- Hosabettu Location in Kerala, India Hosabettu Hosabettu (India)
- Coordinates: 12°42′50″N 74°53′19″E﻿ / ﻿12.7140°N 74.8887°E
- Country: India
- State: Kerala
- District: Kasaragod
- Taluk: Manjeshwaram

Government
- • Body: Manjeshwar Grama Panchayat

Area
- • Total: 2.55 km^{2} (0.98 sq mi)

Population (2011)
- • Total: 5,179
- • Density: 2,000/km^{2} (5,300/sq mi)

Languages
- • Official: Malayalam, English
- Time zone: UTC+5:30 (IST)
- PIN: 671323
- Vehicle registration: KL-14

= Hosabettu, Kasaragod =

Hosabettu is a census town in Manjeshwar Grama Panchayat of Kasaragod district in Kerala state, India.

==Demographics==
As per 2011 Census, Hosabettu census town, with an area of 2.55 km2 had total population of 5,179, where 2,591 are males and 2,588 are females. The sex ratio is 999 women per 1000 men. The population of children in the age group 0-6 is 562, which is 10.9% of the total population.

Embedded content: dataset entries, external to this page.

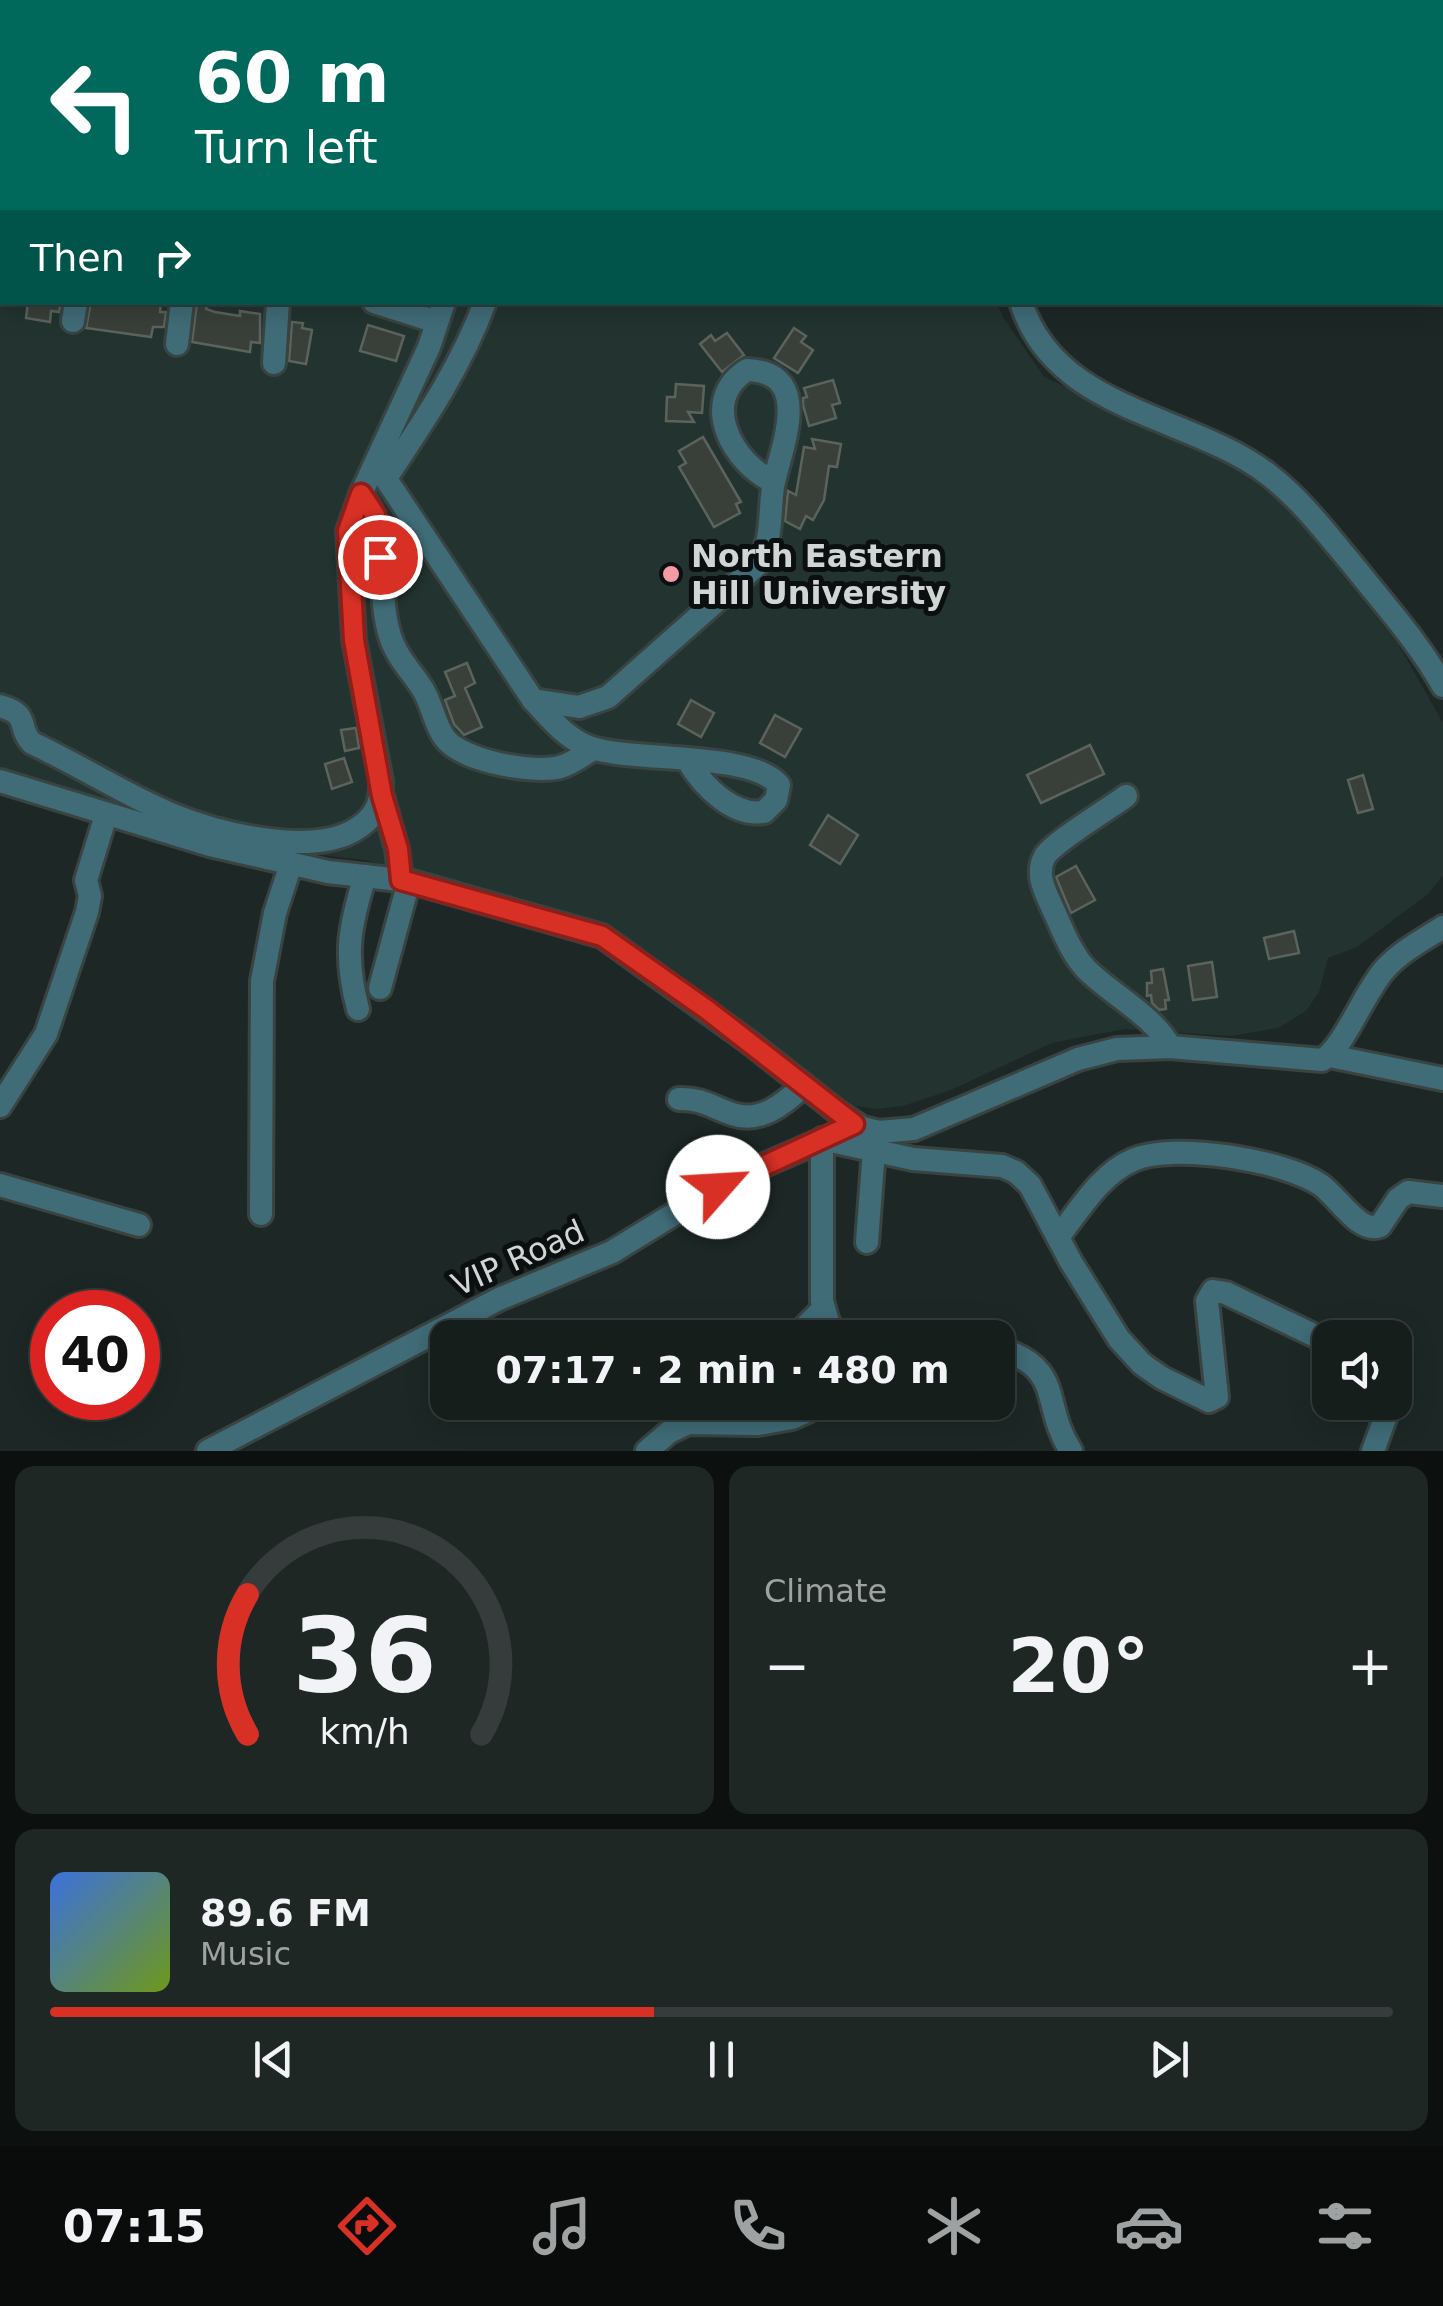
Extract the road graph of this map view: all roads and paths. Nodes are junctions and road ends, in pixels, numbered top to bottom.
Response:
1 (182, 305) edge
2 (278, 305) edge
3 (394, 305) edge
4 (484, 305) edge
5 (1021, 305) edge
6 (440, 312) edge
7 (177, 344) dead end
8 (274, 363) dead end
9 (381, 471) junction
10 (774, 482) dead end
11 (361, 494) junction
12 (1443, 686) edge
13 (533, 700) junction
14 (0, 706) edge
15 (593, 749) junction
16 (688, 761) dead end
17 (0, 782) edge
18 (382, 796) junction
19 (1126, 796) dead end
20 (106, 815) junction
21 (291, 864) junction
22 (366, 876) junction
23 (405, 880) junction
24 (1443, 927) edge
25 (380, 988) dead end
26 (358, 1009) dead end
27 (1170, 1047) junction
28 (1330, 1056) junction
29 (1443, 1080) edge
30 (803, 1086) junction
31 (679, 1099) dead end
32 (0, 1106) edge
33 (854, 1124) junction
34 (822, 1139) junction
35 (874, 1150) junction
36 (0, 1185) edge
37 (1443, 1196) edge
38 (261, 1214) dead end
39 (139, 1224) dead end
40 (1058, 1237) junction
41 (867, 1242) dead end
42 (823, 1309) junction
43 (812, 1320) edge
44 (829, 1320) edge
45 (1312, 1334) edge
46 (1015, 1353) edge
47 (781, 1420) edge
48 (1384, 1420) edge
49 (208, 1451) edge
50 (647, 1451) edge
51 (1071, 1451) edge
52 (1372, 1451) edge

1 - 7 street
2 - 8 street
3 - 6 street
4 - 9 street
5 - 12 street
6 - 9 street
9 - 11 street
9 - 13 street
10 - 13 street
11 - 15 street
11 - 18 street
13 - 15 street
14 - 18 street
15 - 16 street
17 - 20 street
18 - 23 street
19 - 27 street
20 - 21 street
20 - 32 street
21 - 22 street
21 - 38 street
22 - 23 street
22 - 26 street
23 - 25 street
23 - 30 street
24 - 28 street
27 - 28 street
27 - 33 street
28 - 29 street
30 - 31 street
30 - 33 street
33 - 34 street, VIP Road
34 - 35 street
34 - 42 street
34 - 49 street, VIP Road
35 - 40 street
35 - 41 street
36 - 39 street
37 - 40 street
40 - 45 street
42 - 43 street
42 - 44 street
46 - 51 street
47 - 50 street
48 - 52 street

The total number of households is 666 in the town limits.
Hosabettu town has an overall literacy rate of 88.9%, where male literacy stands at 92.7%, and female literacy at 85.2%.

==Religions==
Hosabettu town has 62.6% Muslims, 32.6% Hindus, 4.7% Christians and 0.1% Others.

==Administration==
This village is part of Manjeshwar (State Assembly constituency) which belongs to Kasaragod (Lok Sabha constituency).